With one accord we slipped from the drawing-room and toiled up the stairs. I think, although we would not for the world have said so, that there may have been in our minds the fear that this might be our last Easter together and, if it was to be so, then to run away to Easter service would be a fitting memory, a little delicious human thing to recall among austerer glories. Out of its box in a twinkling came my violet bonnet and I hardly looked in a mirror as I put it on. I fastened my cloak wrong from top to bottom and seized two right-hand gloves and thrust them in my muff. Then we opened the door and listened. There was not a sound in the house. We ventured into the passage and down the stairs, and I think we did not breathe until the outer door closed softly upon us. For Nichola, we have come to believe, is a mystic and thinks other people’s thoughts. At all events, she finds us out so often that we prefer to theorize that it is her penetration and not our clumsiness which betrays us.

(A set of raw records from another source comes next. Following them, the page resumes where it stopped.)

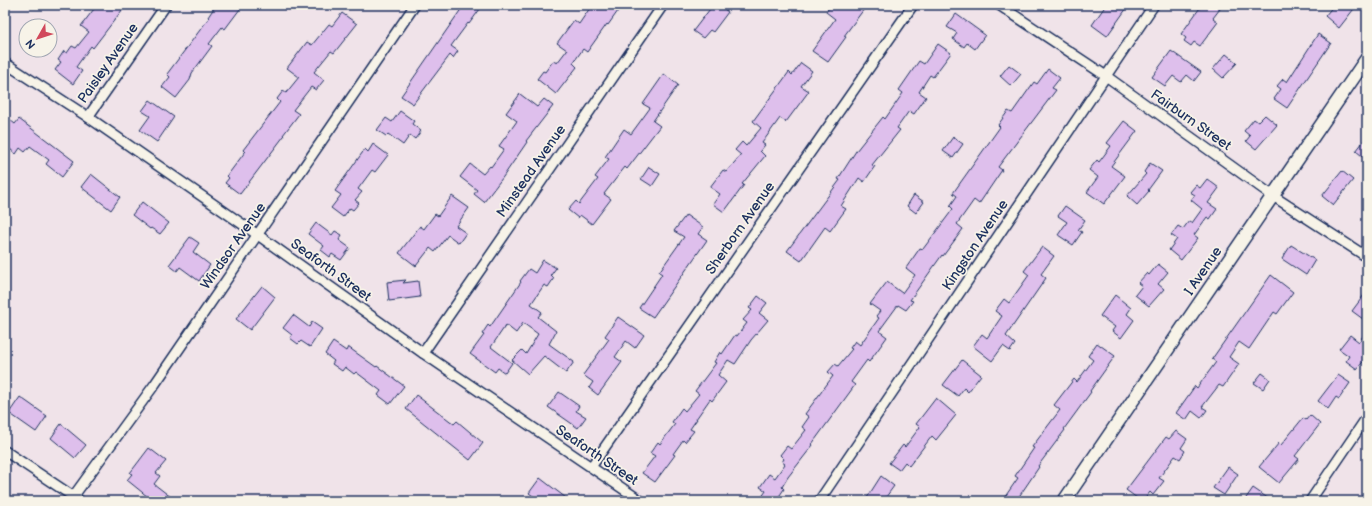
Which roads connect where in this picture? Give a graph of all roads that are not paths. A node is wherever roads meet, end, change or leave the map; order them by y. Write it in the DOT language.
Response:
graph roads {
  1 [pos="166,5"];
  2 [pos="415,5"];
  3 [pos="662,5"];
  4 [pos="913,5"];
  5 [pos="999,5"];
  6 [pos="1154,5"];
  7 [pos="1367,58"];
  8 [pos="5,63"];
  9 [pos="1106,76"];
  10 [pos="88,118"];
  11 [pos="1273,196"];
  12 [pos="258,235"];
  13 [pos="1367,257"];
  14 [pos="423,353"];
  15 [pos="1367,417"];
  16 [pos="5,451"];
  17 [pos="591,467"];
  18 [pos="74,500"];
  19 [pos="641,501"];
  20 [pos="819,501"];
  21 [pos="1064,501"];
  22 [pos="1310,501"];
  1 -- 10 [label="street, Paisley Avenue"];
  2 -- 12 [label="street, Windsor Avenue"];
  3 -- 14 [label="street, Minstead Avenue"];
  4 -- 17 [label="street, Sherborn Avenue"];
  5 -- 9 [label="street, Fairburn Street"];
  6 -- 9 [label="street, Kingston Avenue"];
  7 -- 11 [label="main road, I Avenue"];
  8 -- 10 [label="street, Seaforth Street"];
  9 -- 11 [label="street, Fairburn Street"];
  9 -- 20 [label="street, Kingston Avenue"];
  10 -- 12 [label="street, Seaforth Street"];
  11 -- 13 [label="street, Fairburn Street"];
  11 -- 21 [label="main road, I Avenue"];
  12 -- 14 [label="street, Seaforth Street"];
  12 -- 18 [label="street, Windsor Avenue"];
  14 -- 17 [label="street, Seaforth Street"];
  15 -- 22 [label="street"];
  16 -- 18 [label="street"];
  17 -- 19 [label="street, Seaforth Street"];
}
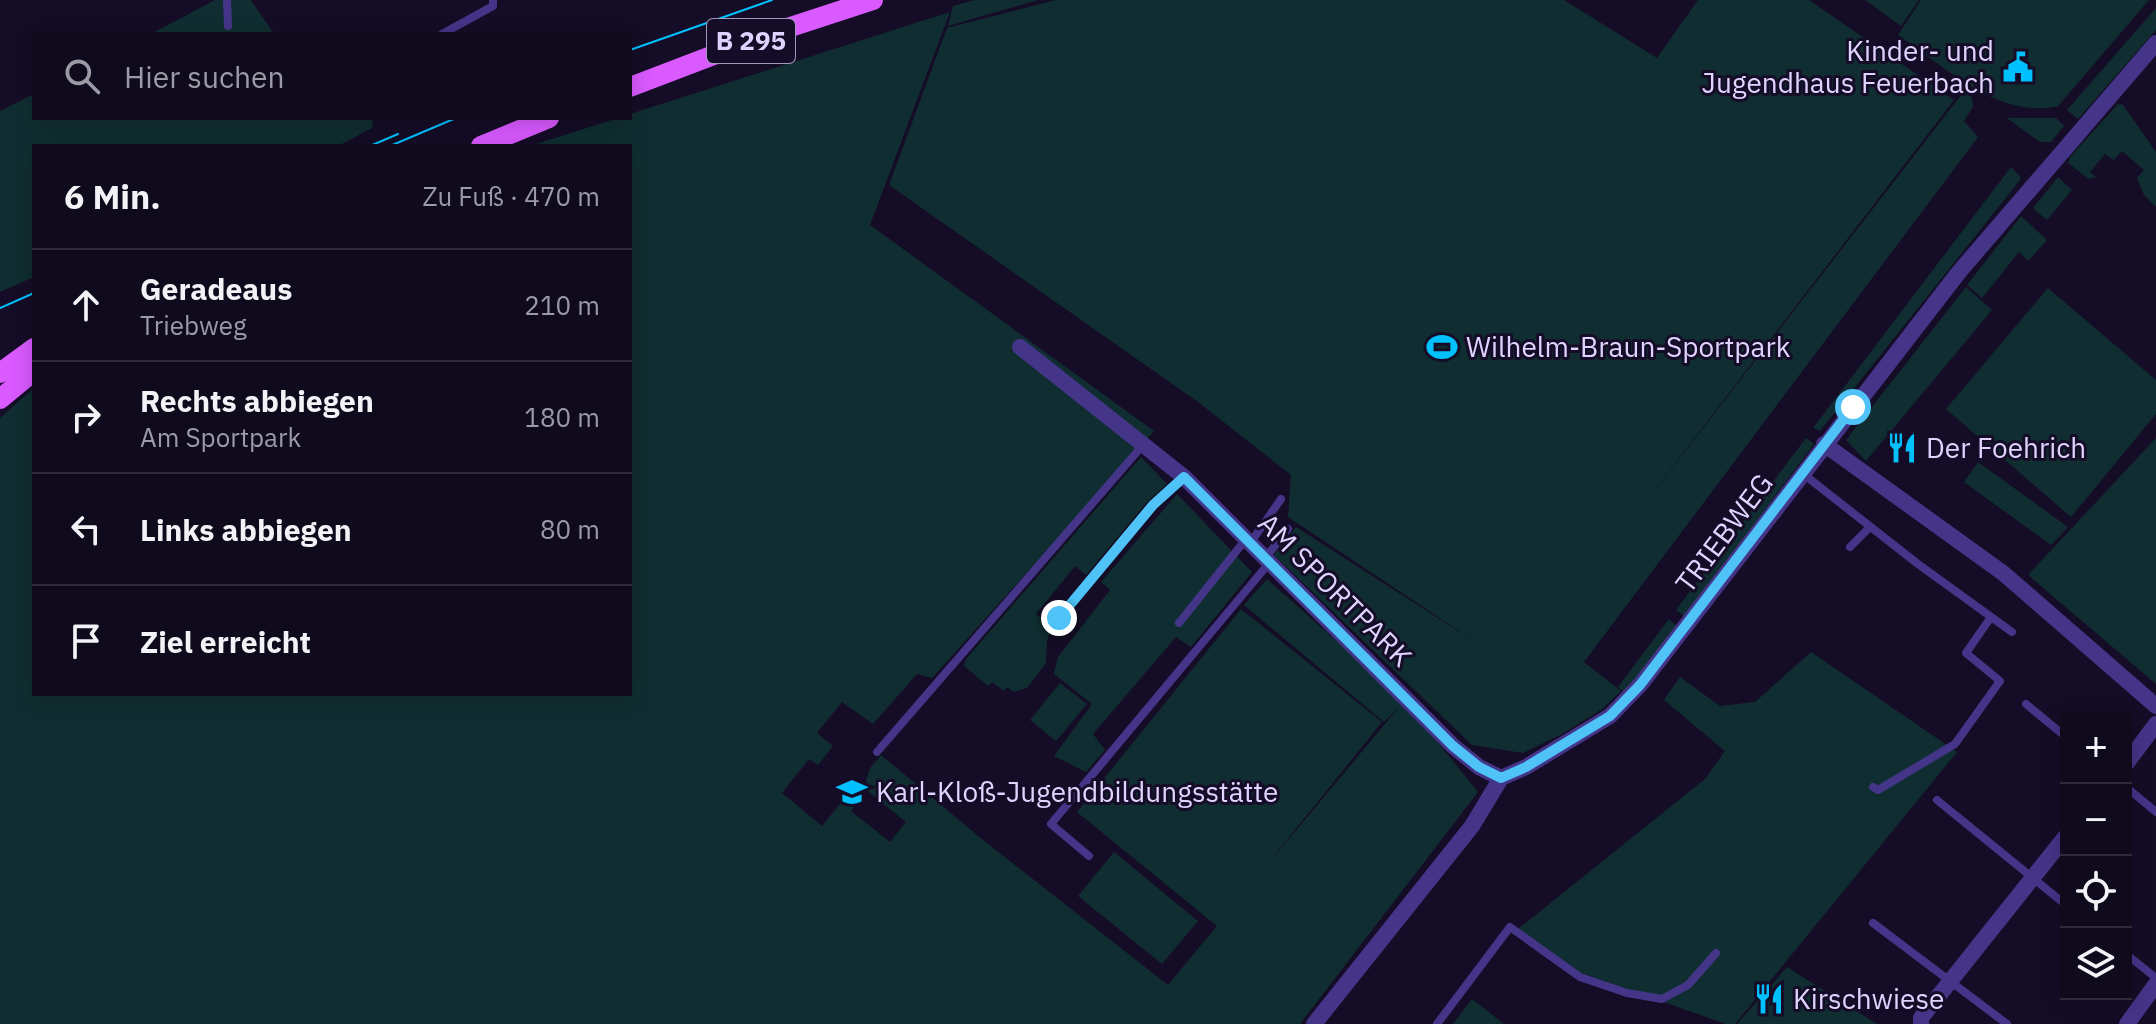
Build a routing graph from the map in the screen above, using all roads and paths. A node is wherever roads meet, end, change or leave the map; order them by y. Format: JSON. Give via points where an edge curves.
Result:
{"nodes":[{"id":1,"x":227,"y":0,"type":"edge"},
{"id":2,"x":493,"y":0,"type":"edge"},
{"id":3,"x":873,"y":0,"type":"edge"},
{"id":4,"x":228,"y":26,"type":"dead end"},
{"id":5,"x":446,"y":32,"type":"edge"},
{"id":6,"x":2156,"y":43,"type":"edge"},
{"id":7,"x":632,"y":86,"type":"edge"},
{"id":8,"x":544,"y":120,"type":"edge"},
{"id":9,"x":486,"y":144,"type":"edge"},
{"id":10,"x":1020,"y":347,"type":"dead end"},
{"id":11,"x":32,"y":349,"type":"edge"},
{"id":12,"x":0,"y":373,"type":"edge"},
{"id":13,"x":32,"y":373,"type":"edge"},
{"id":14,"x":0,"y":399,"type":"edge"},
{"id":15,"x":1144,"y":444,"type":"junction"},
{"id":16,"x":1824,"y":444,"type":"junction"},
{"id":17,"x":1802,"y":473,"type":"junction"},
{"id":18,"x":1184,"y":477,"type":"junction"},
{"id":19,"x":1281,"y":499,"type":"dead end"},
{"id":20,"x":1870,"y":527,"type":"junction"},
{"id":21,"x":1288,"y":529,"type":"dead end"},
{"id":22,"x":1249,"y":540,"type":"junction"},
{"id":23,"x":1850,"y":547,"type":"dead end"},
{"id":24,"x":1268,"y":559,"type":"junction"},
{"id":25,"x":1991,"y":617,"type":"junction"},
{"id":26,"x":1059,"y":618,"type":"dead end"},
{"id":27,"x":1179,"y":623,"type":"dead end"},
{"id":28,"x":2012,"y":632,"type":"dead end"},
{"id":29,"x":2026,"y":704,"type":"dead end"},
{"id":30,"x":2156,"y":706,"type":"edge"},
{"id":31,"x":2156,"y":724,"type":"edge"},
{"id":32,"x":2060,"y":732,"type":"edge"},
{"id":33,"x":877,"y":752,"type":"dead end"},
{"id":34,"x":2132,"y":756,"type":"edge"},
{"id":35,"x":1501,"y":778,"type":"junction"},
{"id":36,"x":1873,"y":787,"type":"dead end"},
{"id":37,"x":2132,"y":792,"type":"edge"},
{"id":38,"x":1937,"y":800,"type":"dead end"},
{"id":39,"x":2156,"y":812,"type":"edge"},
{"id":40,"x":2060,"y":843,"type":"edge"},
{"id":41,"x":1089,"y":856,"type":"dead end"},
{"id":42,"x":2031,"y":877,"type":"junction"},
{"id":43,"x":2060,"y":900,"type":"edge"},
{"id":44,"x":1873,"y":923,"type":"dead end"},
{"id":45,"x":1716,"y":953,"type":"dead end"},
{"id":46,"x":2132,"y":959,"type":"edge"},
{"id":47,"x":2156,"y":978,"type":"edge"},
{"id":48,"x":1949,"y":981,"type":"junction"},
{"id":49,"x":2156,"y":984,"type":"edge"},
{"id":50,"x":1314,"y":1024,"type":"edge"},
{"id":51,"x":1437,"y":1024,"type":"edge"},
{"id":52,"x":1921,"y":1024,"type":"edge"},
{"id":53,"x":2007,"y":1024,"type":"edge"},
{"id":54,"x":2127,"y":1024,"type":"edge"}],
"edges":[{"from":1,"to":4,"type":"lane"},
{"from":2,"to":5,"type":"lane","via":[[493,6]]},
{"from":3,"to":7,"type":"main road","number":"B 295"},
{"from":6,"to":16,"type":"street","name":"TRIEBWEG","via":[[1959,272]]},
{"from":8,"to":9,"type":"main road"},
{"from":10,"to":15,"type":"street","name":"AM SPORTPARK"},
{"from":11,"to":12,"type":"main road"},
{"from":13,"to":14,"type":"main road"},
{"from":15,"to":18,"type":"street","name":"AM SPORTPARK"},
{"from":15,"to":33,"type":"lane"},
{"from":16,"to":17,"type":"street","name":"TRIEBWEG"},
{"from":16,"to":30,"type":"street","via":[[2003,573]]},
{"from":17,"to":20,"type":"lane"},
{"from":17,"to":35,"type":"street","name":"TRIEBWEG","via":[[1640,685],[1610,716]]},
{"from":18,"to":22,"type":"street","name":"AM SPORTPARK"},
{"from":18,"to":26,"type":"lane","via":[[1153,505]]},
{"from":19,"to":22,"type":"lane"},
{"from":20,"to":23,"type":"lane"},
{"from":20,"to":25,"type":"lane"},
{"from":21,"to":24,"type":"lane"},
{"from":22,"to":24,"type":"street","name":"AM SPORTPARK"},
{"from":22,"to":27,"type":"lane"},
{"from":24,"to":35,"type":"street","name":"AM SPORTPARK","via":[[1453,746]]},
{"from":24,"to":41,"type":"lane","via":[[1051,824]]},
{"from":25,"to":28,"type":"lane"},
{"from":25,"to":36,"type":"lane","via":[[1966,653],[2000,681],[1955,744],[1878,790]]},
{"from":29,"to":32,"type":"lane"},
{"from":31,"to":34,"type":"street"},
{"from":35,"to":50,"type":"street","via":[[1472,826]]},
{"from":37,"to":39,"type":"lane"},
{"from":38,"to":42,"type":"lane"},
{"from":40,"to":42,"type":"street"},
{"from":42,"to":43,"type":"lane"},
{"from":42,"to":48,"type":"street"},
{"from":44,"to":48,"type":"lane"},
{"from":45,"to":51,"type":"lane","via":[[1688,985],[1662,999],[1580,977],[1510,927]]},
{"from":46,"to":47,"type":"lane"},
{"from":48,"to":52,"type":"street"},
{"from":48,"to":53,"type":"lane"},
{"from":49,"to":54,"type":"street"}]}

Nichola had already swept the steps with hot water and salt and ashes and sawdust combined; Nichola is so thorough that I am astonished she has not corrupted me with the quality. Yet no sooner was I beyond the pale of her friendly care than I overestimated thoroughness, like the weak character that I am, and wished that the whole street had practiced it. I took three steps on that icy surface and stood still, desperately.
“Pelleas,” I said, weakly, “I feel—I feel like a little nut on top of a big, frosted, indigestible cake.”
I laughed a bit hysterically and Pelleas slipped my arm more firmly in his and we crept forward like the hands of a clock, Pelleas a little the faster, as became the tall minute hand. We turned the corner safely and had one interminable block to traverse before we reached the haven of the car. I looked down that long expanse of slippery gray, unbroken save where a divine janitor or two had interposed, and my courage failed me. And Pelleas rashly ventured on advice.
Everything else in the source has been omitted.